I will speak of the reductions affecting criminal work, and my noble friend Lord Carlile of Berriew will speak largely about the changes affecting work for prisoners.

The background against which the implementation of the second stage of the 17.5% reduction in fees is being imposed is a great deal more favourable than it has been for some years. Sir Bill Jeffrey summarised this at the start of his extremely helpful report, Independent Criminal Advocacy in England and Wales, published in May 2014. He wrote that:

“The landscape of criminal advocacy has altered substantially in recent years. Recorded and reported crime are down. Fewer cases reach the criminal courts. More defendants plead guilty, and earlier than in the past. Court procedures are simpler. There is substantially less work for advocates to do.

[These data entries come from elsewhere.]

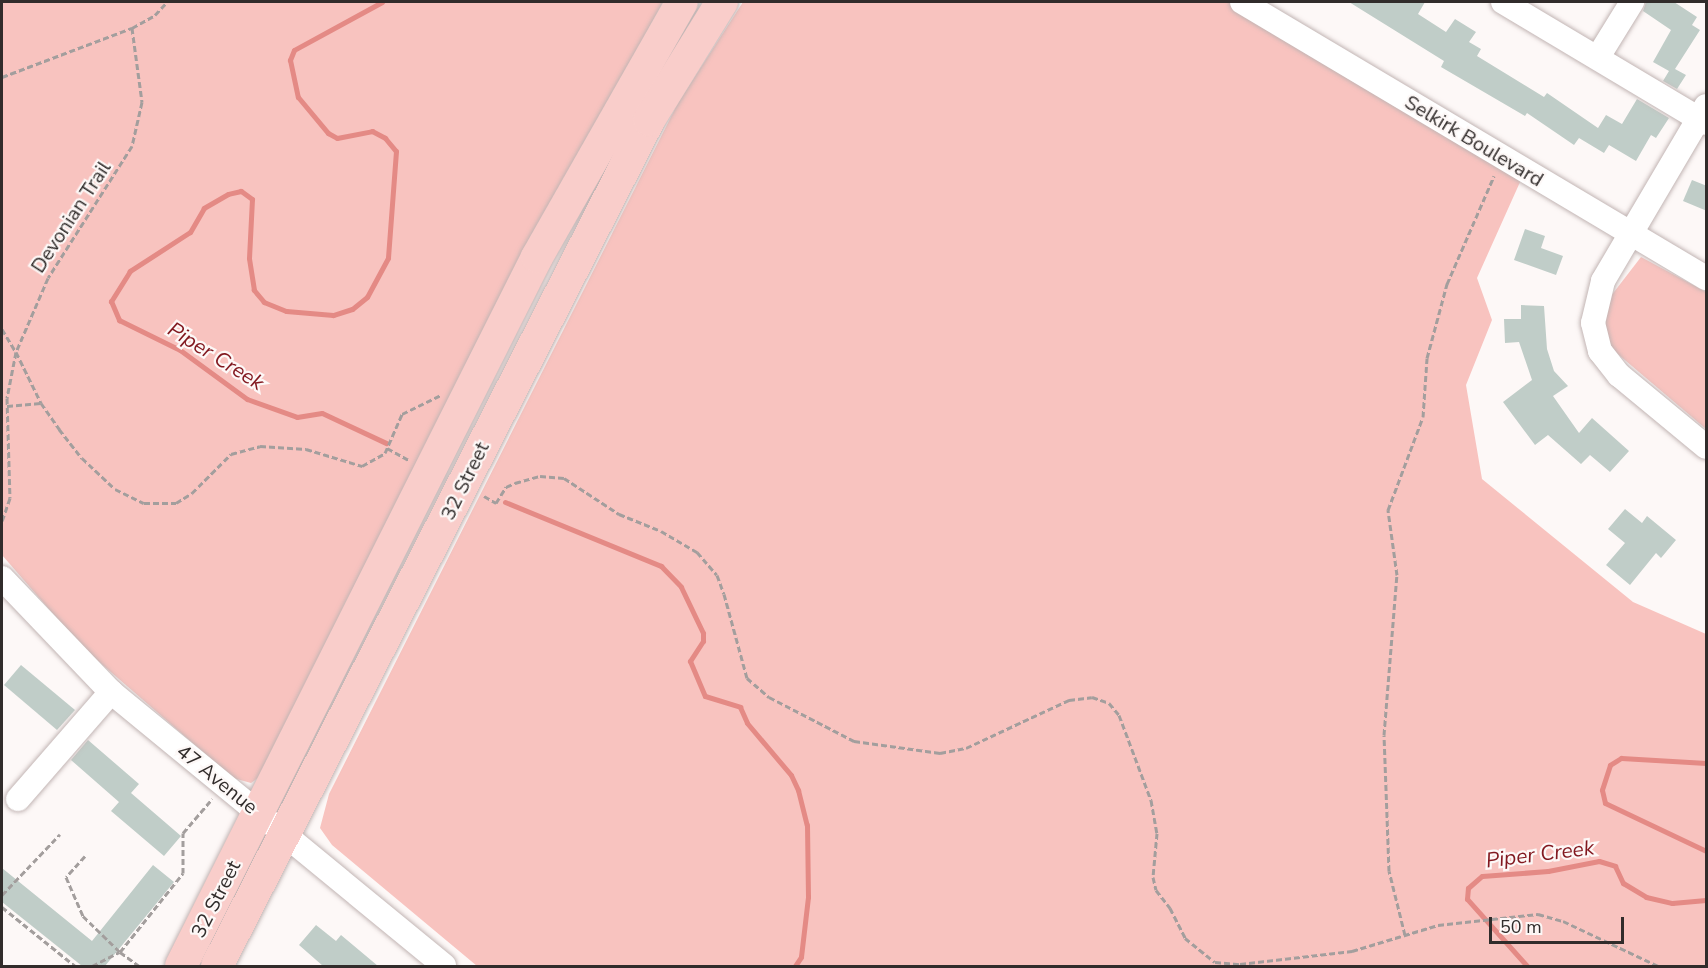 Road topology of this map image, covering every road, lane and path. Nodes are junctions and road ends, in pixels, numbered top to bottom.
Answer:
1 (167, 2) edge
2 (682, 2) edge
3 (722, 2) edge
4 (1242, 2) edge
5 (1503, 2) edge
6 (1632, 2) edge
7 (132, 28) junction
8 (1598, 57) junction
9 (2, 77) edge
10 (1704, 116) edge
11 (1504, 158) junction
12 (1630, 234) junction
13 (1707, 278) edge
14 (2, 329) edge
15 (16, 352) junction
16 (451, 392) dead end
17 (41, 403) junction
18 (7, 406) junction
19 (1707, 447) edge
20 (387, 448) junction
21 (410, 460) dead end
22 (2, 465) edge
23 (8, 468) junction
24 (496, 503) dead end
25 (2, 521) edge
26 (2, 578) edge
27 (111, 692) junction
28 (213, 798) dead end
29 (18, 800) dead end
30 (260, 813) junction
31 (60, 834) dead end
32 (285, 834) junction
33 (85, 856) dead end
34 (2, 895) edge
35 (2, 907) edge
36 (1405, 935) junction
37 (120, 952) junction
38 (75, 966) edge
39 (93, 966) edge
40 (139, 966) edge
41 (181, 966) edge
42 (217, 966) edge
43 (444, 966) edge
44 (1658, 966) edge

1 - 7 path
2 - 30 main road, 32 Street
3 - 32 main road, 32 Street
4 - 11 street, Selkirk Boulevard
5 - 8 street
6 - 8 street
7 - 9 path
7 - 15 path, Devonian Trail
8 - 10 street
10 - 12 street
11 - 12 street, Selkirk Boulevard
11 - 36 path
12 - 13 street, Selkirk Boulevard
12 - 19 street
14 - 15 path
15 - 17 path
15 - 18 path, Devonian Trail
16 - 20 path
17 - 18 path
17 - 20 path
18 - 23 path, Devonian Trail
20 - 21 path
22 - 23 path
23 - 25 path, Devonian Trail
24 - 36 path
26 - 27 street, 47 Avenue
27 - 29 street
27 - 30 street, 47 Avenue
28 - 37 path
30 - 32 street, 47 Avenue
30 - 41 main road, 32 Street
31 - 34 path
32 - 42 main road, 32 Street
32 - 43 street, 47 Avenue
33 - 37 path
35 - 38 path
36 - 44 path
37 - 39 path
37 - 40 path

Its character is different, with more straightforward cases and fewer contested trials. In the publicly funded sector (86% of the total), it pays less well”.

The climate should, therefore, present us with opportunities to make improvements to the criminal justice system, to make it work better and more cost effectively by collective and collaborative effort and working on a clearly evidenced-based approach. Yet the introduction of these regulations has been far from that.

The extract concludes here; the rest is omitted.